## Problem details
In the listing below, find each line that holds the string "صفاقس" and copy it.

## Data listing
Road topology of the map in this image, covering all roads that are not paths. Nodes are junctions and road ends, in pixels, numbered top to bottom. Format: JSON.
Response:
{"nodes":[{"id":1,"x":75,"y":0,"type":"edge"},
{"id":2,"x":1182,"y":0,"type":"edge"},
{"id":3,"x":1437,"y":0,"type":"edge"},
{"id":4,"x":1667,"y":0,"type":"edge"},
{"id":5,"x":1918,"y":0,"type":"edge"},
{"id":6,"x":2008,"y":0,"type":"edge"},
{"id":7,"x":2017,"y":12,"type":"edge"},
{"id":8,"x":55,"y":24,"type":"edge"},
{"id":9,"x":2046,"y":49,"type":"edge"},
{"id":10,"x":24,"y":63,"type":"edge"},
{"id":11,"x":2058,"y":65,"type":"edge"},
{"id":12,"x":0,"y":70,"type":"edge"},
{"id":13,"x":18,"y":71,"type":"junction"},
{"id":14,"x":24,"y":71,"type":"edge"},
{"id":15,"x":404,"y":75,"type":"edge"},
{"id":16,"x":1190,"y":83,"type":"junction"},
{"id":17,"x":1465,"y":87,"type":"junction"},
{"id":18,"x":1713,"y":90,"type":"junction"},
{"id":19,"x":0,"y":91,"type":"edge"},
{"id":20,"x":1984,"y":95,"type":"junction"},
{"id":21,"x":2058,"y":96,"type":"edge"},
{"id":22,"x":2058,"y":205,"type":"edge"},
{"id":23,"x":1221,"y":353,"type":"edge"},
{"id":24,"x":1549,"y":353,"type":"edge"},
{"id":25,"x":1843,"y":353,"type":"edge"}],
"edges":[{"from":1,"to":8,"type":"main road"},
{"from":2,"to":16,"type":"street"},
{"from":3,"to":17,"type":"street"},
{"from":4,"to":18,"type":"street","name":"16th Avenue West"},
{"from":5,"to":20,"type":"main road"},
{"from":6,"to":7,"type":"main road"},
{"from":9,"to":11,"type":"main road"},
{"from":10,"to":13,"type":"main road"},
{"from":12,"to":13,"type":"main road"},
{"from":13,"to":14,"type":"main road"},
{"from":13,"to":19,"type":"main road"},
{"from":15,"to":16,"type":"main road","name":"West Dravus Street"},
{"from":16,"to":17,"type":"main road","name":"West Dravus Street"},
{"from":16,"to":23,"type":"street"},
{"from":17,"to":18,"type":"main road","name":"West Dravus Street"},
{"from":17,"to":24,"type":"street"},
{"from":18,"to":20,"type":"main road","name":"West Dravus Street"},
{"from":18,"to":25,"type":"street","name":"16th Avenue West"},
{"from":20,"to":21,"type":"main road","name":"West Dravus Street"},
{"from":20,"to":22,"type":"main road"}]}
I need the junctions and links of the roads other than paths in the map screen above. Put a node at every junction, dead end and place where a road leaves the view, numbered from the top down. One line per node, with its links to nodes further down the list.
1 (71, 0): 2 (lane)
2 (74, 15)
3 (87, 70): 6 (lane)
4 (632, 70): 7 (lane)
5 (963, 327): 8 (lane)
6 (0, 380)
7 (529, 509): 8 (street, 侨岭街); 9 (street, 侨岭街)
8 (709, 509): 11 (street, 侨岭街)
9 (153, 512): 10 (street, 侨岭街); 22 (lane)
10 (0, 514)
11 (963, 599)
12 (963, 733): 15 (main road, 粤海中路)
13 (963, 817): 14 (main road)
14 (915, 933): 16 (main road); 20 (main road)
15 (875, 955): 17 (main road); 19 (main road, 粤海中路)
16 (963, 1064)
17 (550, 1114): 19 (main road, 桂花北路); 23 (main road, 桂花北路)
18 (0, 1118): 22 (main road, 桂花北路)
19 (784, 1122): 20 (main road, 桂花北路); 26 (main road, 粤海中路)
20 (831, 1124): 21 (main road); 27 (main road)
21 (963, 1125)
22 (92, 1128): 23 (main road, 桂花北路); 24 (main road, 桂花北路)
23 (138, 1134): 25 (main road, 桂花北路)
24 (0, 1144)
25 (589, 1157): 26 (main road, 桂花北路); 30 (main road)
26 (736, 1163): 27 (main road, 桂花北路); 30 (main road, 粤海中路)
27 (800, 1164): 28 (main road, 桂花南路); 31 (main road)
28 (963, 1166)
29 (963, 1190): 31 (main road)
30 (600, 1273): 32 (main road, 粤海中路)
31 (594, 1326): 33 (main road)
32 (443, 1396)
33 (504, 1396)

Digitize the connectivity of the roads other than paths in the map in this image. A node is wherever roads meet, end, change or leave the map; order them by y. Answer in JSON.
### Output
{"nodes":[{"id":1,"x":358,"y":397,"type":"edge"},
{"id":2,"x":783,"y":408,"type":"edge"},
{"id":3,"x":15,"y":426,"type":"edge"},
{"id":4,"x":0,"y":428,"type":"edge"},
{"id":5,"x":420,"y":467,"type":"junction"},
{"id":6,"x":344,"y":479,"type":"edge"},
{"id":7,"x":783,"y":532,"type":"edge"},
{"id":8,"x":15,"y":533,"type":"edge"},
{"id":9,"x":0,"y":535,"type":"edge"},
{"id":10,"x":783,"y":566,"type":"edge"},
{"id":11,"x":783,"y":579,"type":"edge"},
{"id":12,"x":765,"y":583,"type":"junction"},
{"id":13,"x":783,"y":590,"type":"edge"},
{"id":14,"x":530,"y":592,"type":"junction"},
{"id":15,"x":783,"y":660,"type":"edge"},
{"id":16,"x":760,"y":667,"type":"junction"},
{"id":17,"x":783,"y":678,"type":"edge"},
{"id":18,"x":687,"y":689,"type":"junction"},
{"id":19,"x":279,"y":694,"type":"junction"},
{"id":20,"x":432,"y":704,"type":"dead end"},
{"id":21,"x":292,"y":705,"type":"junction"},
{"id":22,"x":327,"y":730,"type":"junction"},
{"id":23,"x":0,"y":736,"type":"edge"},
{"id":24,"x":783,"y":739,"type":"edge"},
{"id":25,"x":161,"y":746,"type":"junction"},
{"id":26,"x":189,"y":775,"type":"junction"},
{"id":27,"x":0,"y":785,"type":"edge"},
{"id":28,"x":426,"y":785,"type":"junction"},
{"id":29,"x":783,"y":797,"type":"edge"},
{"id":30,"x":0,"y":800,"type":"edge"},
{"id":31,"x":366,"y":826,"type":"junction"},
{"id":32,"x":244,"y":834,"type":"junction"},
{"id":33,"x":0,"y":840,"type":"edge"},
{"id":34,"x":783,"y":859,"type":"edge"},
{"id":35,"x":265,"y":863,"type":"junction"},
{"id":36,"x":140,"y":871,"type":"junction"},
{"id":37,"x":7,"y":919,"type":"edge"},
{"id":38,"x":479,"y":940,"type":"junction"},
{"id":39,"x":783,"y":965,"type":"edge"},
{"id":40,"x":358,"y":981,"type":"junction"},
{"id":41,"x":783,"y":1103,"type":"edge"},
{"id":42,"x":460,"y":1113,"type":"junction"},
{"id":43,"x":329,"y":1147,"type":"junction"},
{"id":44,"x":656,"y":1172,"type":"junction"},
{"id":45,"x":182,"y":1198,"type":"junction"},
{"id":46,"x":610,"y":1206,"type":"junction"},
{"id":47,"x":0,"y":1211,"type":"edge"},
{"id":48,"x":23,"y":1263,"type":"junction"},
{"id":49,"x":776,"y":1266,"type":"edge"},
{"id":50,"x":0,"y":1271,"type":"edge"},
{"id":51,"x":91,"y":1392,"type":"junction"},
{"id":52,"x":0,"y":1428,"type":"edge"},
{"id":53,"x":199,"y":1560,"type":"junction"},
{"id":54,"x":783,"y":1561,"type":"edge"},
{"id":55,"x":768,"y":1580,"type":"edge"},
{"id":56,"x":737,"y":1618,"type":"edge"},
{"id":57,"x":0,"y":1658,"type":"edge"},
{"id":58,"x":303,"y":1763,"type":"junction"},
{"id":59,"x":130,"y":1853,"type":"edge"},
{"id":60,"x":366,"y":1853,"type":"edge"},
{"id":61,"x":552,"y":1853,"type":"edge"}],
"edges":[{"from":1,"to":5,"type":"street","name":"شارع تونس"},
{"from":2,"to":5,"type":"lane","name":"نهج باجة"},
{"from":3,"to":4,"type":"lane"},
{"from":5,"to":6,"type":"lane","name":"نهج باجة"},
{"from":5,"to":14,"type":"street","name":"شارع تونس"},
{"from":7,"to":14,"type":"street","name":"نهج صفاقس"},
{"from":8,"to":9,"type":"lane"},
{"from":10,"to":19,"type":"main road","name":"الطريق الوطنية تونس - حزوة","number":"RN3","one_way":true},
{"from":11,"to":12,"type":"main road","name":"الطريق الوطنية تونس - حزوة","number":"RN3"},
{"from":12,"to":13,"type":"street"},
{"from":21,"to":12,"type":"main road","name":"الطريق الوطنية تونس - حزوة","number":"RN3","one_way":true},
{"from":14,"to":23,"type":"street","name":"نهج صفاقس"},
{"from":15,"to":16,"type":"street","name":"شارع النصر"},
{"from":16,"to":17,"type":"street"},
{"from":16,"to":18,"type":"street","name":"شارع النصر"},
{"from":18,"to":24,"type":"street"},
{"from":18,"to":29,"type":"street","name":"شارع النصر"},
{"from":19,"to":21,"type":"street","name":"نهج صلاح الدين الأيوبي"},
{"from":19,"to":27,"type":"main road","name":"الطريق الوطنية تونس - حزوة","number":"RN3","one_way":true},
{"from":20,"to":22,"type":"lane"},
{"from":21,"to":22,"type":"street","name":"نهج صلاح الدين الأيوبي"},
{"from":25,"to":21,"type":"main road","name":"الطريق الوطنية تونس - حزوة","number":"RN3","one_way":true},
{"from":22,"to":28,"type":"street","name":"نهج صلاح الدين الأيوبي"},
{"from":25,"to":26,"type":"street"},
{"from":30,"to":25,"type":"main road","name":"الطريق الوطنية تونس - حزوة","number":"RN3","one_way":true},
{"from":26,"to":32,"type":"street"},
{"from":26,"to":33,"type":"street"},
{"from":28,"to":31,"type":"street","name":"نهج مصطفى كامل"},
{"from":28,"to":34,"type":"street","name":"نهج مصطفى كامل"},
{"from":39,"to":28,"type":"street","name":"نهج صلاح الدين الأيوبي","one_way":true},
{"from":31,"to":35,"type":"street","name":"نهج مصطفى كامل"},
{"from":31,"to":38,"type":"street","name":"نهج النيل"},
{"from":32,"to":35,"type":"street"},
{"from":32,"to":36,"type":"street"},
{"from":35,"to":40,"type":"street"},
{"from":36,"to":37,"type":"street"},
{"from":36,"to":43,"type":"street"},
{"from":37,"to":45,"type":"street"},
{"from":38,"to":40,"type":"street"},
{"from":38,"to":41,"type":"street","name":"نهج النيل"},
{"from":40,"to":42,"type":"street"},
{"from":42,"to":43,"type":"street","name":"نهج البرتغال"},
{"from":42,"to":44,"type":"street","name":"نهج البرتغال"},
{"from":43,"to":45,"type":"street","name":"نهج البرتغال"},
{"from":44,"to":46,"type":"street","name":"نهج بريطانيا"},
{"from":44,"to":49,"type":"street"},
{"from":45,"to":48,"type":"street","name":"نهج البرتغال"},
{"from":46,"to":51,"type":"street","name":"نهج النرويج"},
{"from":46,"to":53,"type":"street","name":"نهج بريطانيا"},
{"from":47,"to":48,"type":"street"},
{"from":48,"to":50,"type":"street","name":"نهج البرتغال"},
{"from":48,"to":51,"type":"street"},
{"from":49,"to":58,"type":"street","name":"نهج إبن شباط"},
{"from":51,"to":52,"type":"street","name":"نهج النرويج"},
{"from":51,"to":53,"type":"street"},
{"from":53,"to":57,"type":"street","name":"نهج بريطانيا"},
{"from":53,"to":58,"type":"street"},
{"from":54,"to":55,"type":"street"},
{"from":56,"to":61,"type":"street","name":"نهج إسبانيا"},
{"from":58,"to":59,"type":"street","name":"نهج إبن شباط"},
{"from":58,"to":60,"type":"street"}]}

## Task answer
{"from":7,"to":14,"type":"street","name":"نهج صفاقس"},
{"from":14,"to":23,"type":"street","name":"نهج صفاقس"},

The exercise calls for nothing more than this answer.